KnottyMe..thanks so much for generously sharing this great pattern...I think I might try it without the beads first..as I don't have the right type of beads...
So many possibilities.

Hugs and God Bless,

Camilla


----------



## KnottyMe (Mar 8, 2012)

You are all very welcome. I'll be looking forward to seeing pictures of your sandals and hearing about your experience with the yarn you choose!


----------



## Dot-I (Jun 25, 2011)

Please help a 'dumb-dumb' How are these worn??? And what is the advantage of them???


----------



## KnottyMe (Mar 8, 2012)

If you open the pattern download you will see a picture of a sandal on my foot. Sorry I couldn't find a nice foot model.

I would call these foot jewelry, basically. My sister wears them with flip-flops to dress them up a bit. They are for fun.


----------



## CamillaDesertMouse (Mar 19, 2011)

You are NOT a dumb dumb Dot...
If you never seen them before that is a great question.
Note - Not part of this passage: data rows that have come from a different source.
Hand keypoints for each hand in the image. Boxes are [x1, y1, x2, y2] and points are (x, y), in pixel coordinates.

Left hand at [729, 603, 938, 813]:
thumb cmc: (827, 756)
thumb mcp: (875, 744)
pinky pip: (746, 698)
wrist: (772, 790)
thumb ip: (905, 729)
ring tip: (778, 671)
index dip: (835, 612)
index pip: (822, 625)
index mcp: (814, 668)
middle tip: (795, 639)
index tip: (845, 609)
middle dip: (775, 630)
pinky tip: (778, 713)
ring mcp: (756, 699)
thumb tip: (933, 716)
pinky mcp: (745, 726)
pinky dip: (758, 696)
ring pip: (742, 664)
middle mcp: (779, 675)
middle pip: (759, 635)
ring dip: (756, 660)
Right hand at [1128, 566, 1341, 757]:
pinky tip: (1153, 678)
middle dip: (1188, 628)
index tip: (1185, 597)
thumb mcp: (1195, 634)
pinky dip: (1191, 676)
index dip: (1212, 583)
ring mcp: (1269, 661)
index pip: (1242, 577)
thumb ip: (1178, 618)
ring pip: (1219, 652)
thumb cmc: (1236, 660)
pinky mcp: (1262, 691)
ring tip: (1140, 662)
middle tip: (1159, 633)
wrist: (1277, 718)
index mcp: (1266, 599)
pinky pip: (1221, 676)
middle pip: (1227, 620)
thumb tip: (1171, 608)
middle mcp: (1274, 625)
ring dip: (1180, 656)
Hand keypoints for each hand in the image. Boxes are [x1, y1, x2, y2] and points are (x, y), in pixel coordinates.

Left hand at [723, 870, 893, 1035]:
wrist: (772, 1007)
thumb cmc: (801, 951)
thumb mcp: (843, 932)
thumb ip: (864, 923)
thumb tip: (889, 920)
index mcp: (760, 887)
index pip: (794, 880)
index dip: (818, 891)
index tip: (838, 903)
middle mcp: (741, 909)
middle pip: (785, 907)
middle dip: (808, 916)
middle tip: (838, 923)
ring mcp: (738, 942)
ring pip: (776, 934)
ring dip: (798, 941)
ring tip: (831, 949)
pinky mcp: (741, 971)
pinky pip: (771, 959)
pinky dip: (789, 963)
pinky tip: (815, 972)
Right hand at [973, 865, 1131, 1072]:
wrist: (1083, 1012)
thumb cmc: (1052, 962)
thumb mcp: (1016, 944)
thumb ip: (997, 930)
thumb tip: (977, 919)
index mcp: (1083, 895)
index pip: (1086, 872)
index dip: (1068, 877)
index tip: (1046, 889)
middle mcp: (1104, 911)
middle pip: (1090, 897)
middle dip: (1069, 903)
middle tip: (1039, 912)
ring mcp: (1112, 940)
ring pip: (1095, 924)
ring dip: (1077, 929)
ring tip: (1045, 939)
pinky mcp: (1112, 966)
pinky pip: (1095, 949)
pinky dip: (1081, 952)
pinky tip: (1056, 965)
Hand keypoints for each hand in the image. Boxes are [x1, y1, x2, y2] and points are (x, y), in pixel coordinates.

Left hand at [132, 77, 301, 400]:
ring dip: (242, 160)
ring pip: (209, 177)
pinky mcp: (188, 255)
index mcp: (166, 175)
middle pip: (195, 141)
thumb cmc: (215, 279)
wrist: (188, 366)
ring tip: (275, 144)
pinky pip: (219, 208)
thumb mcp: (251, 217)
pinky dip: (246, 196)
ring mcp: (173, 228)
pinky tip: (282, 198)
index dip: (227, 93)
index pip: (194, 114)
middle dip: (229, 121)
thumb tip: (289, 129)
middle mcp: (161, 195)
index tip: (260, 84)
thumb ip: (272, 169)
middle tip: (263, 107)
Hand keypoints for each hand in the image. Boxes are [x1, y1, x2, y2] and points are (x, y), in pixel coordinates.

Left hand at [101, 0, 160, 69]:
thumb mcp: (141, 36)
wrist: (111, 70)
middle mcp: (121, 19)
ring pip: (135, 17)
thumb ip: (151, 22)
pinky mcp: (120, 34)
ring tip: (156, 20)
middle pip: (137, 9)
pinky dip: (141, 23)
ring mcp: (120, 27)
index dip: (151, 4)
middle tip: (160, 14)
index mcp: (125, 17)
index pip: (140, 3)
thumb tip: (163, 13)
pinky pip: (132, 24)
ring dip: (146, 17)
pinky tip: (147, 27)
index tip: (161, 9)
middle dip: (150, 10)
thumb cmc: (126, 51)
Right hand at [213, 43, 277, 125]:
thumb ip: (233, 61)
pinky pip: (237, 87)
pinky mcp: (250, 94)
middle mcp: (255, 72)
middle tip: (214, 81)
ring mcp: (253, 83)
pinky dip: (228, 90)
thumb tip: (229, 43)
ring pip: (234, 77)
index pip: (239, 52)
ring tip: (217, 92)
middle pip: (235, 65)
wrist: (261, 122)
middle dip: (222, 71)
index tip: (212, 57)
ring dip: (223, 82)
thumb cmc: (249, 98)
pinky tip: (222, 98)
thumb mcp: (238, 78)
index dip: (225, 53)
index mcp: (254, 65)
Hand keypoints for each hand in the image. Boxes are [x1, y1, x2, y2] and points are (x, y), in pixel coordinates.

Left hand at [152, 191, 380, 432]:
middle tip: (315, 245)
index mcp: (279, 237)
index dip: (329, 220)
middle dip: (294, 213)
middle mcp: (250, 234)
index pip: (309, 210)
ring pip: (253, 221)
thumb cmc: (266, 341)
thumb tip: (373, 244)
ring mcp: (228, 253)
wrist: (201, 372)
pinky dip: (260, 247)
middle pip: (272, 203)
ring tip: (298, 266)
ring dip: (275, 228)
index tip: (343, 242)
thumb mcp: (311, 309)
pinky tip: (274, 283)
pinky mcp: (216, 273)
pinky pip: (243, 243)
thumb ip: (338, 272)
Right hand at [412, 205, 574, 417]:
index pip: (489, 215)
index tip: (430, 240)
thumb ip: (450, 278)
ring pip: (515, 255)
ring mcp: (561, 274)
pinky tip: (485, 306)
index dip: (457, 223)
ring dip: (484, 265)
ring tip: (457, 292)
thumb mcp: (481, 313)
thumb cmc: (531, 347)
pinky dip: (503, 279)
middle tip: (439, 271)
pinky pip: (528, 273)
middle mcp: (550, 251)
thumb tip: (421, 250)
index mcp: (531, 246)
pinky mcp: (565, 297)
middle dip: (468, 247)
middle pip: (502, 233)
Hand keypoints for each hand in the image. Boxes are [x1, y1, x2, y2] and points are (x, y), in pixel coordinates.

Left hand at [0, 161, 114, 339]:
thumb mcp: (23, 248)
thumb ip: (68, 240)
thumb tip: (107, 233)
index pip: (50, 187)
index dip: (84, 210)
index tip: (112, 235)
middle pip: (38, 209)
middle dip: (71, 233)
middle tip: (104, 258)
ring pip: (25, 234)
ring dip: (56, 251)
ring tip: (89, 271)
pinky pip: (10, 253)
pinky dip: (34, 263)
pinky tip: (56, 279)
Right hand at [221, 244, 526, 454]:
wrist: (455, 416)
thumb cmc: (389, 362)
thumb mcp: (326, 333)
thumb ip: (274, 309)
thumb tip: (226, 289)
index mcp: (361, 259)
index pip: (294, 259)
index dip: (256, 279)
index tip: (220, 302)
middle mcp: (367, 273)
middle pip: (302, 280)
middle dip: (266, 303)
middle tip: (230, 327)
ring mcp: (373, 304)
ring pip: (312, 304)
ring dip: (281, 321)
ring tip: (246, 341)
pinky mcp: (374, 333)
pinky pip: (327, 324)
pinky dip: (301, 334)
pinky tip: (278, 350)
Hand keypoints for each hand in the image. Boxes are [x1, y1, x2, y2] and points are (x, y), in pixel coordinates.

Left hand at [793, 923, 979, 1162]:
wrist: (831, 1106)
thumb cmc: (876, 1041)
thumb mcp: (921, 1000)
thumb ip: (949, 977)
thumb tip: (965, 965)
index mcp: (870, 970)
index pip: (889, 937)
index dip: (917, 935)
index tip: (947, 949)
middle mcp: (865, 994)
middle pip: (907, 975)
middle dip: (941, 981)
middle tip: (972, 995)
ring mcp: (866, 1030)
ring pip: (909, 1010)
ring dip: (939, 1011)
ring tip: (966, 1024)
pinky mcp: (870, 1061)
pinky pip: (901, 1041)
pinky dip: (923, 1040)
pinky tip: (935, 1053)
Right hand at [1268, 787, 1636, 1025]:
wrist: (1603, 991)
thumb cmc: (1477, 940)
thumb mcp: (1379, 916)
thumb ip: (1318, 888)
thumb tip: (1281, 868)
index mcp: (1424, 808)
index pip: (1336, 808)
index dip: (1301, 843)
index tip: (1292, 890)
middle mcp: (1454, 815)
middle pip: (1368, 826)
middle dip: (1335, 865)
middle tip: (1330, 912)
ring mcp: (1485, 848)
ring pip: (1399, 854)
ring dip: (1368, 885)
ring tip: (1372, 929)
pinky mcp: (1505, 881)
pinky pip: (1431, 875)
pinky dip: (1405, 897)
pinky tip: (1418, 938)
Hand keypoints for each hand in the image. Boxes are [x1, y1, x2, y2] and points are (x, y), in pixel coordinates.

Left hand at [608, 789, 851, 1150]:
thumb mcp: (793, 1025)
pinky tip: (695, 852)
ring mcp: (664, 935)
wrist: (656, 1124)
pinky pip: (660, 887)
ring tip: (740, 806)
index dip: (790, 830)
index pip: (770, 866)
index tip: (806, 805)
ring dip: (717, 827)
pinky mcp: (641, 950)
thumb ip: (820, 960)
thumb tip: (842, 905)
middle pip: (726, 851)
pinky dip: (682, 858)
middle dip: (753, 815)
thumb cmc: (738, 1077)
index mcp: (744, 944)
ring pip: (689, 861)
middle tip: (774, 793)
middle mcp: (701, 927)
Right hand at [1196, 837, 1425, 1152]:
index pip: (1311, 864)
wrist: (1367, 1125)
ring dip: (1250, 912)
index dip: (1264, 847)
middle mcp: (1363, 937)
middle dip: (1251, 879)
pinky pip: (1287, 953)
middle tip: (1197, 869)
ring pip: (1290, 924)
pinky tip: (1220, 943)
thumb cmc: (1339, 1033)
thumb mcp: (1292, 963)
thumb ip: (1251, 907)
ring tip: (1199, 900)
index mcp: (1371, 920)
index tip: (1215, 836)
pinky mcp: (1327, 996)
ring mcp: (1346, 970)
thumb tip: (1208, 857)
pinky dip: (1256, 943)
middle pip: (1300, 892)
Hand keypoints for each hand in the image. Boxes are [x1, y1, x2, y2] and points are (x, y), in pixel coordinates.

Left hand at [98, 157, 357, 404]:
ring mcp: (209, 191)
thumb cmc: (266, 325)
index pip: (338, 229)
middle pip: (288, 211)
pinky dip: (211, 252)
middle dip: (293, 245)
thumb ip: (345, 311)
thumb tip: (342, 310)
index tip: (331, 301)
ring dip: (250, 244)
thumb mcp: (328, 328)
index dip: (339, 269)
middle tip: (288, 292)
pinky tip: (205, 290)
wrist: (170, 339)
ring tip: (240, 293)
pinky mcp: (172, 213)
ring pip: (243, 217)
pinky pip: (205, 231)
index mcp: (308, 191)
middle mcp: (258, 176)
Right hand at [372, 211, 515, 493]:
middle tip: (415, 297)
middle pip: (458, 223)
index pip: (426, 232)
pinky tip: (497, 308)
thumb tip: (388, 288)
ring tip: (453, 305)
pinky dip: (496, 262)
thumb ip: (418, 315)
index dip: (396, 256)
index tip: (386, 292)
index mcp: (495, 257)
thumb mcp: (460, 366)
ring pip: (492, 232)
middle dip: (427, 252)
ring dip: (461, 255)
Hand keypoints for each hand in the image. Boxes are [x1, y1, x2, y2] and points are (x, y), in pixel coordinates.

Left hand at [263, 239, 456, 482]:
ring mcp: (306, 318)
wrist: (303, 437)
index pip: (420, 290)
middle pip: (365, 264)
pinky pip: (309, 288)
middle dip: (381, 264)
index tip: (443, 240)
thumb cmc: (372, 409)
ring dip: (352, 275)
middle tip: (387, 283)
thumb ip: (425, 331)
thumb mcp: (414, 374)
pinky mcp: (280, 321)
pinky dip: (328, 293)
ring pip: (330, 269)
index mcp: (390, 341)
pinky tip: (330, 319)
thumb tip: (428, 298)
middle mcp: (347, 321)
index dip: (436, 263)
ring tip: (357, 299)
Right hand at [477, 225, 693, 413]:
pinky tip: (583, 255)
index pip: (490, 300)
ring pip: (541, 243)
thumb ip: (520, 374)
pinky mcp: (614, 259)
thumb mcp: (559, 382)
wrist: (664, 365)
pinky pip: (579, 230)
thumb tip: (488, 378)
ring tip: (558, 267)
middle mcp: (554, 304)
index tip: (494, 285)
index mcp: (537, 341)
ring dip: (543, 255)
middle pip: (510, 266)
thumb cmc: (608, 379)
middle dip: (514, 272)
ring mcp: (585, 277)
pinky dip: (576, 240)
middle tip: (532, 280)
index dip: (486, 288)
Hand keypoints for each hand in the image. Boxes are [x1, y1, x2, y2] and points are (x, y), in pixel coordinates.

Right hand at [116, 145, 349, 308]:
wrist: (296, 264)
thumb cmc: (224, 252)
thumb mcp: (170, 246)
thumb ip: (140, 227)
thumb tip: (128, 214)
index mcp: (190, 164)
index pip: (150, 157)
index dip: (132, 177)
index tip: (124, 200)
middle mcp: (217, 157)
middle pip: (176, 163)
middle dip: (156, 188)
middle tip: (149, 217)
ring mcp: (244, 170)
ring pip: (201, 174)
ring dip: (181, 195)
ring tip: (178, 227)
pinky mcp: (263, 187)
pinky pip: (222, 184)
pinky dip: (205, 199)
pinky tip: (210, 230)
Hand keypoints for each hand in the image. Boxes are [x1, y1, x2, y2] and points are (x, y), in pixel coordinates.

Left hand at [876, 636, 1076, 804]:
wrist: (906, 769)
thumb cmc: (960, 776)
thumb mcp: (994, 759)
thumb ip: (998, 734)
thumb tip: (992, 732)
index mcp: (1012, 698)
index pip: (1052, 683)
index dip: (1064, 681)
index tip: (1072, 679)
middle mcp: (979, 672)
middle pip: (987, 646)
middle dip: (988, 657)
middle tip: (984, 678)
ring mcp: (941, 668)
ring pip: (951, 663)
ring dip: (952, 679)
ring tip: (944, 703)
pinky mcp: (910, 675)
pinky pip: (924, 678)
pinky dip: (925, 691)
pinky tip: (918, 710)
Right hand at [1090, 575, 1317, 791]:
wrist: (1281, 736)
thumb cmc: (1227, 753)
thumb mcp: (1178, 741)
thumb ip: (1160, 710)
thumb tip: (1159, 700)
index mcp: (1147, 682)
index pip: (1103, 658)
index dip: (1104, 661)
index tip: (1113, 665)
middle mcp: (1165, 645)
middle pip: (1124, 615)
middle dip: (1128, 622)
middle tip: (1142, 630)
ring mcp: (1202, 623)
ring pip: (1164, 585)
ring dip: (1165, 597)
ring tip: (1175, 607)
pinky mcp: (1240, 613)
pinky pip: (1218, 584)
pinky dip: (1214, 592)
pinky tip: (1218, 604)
The LARGE loop you fit your foot into...then your second or third to your large toe you put the loop around..
No biggie...



Dot-I said:


> Please help a 'dumb-dumb' How are these worn??? And what is the advantage of them???


----------



## auntycarol (Mar 24, 2012)

thanks everso for the pattern, have downloaded ready to try.


----------



## Ask4j (May 21, 2011)

Dot-I said:


> Please help a 'dumb-dumb' How are these worn??? And what is the advantage of them???


Decorative like foot jewelry hence "bare-foot sandal" and no you are not stupid (I just found a spoiled packet of cream cheese in my canned goods cupboard, now that's stupid)--I challenge the first person to make one and photo it on their foot! Really cute and that is why a lot of grand daughters will enjoy these. Not really a sandal because there isn't a sole or is that soul or solo or Seoul--no that's a city--well spell check okayed all spellings but not the city unless you capitalize the "s".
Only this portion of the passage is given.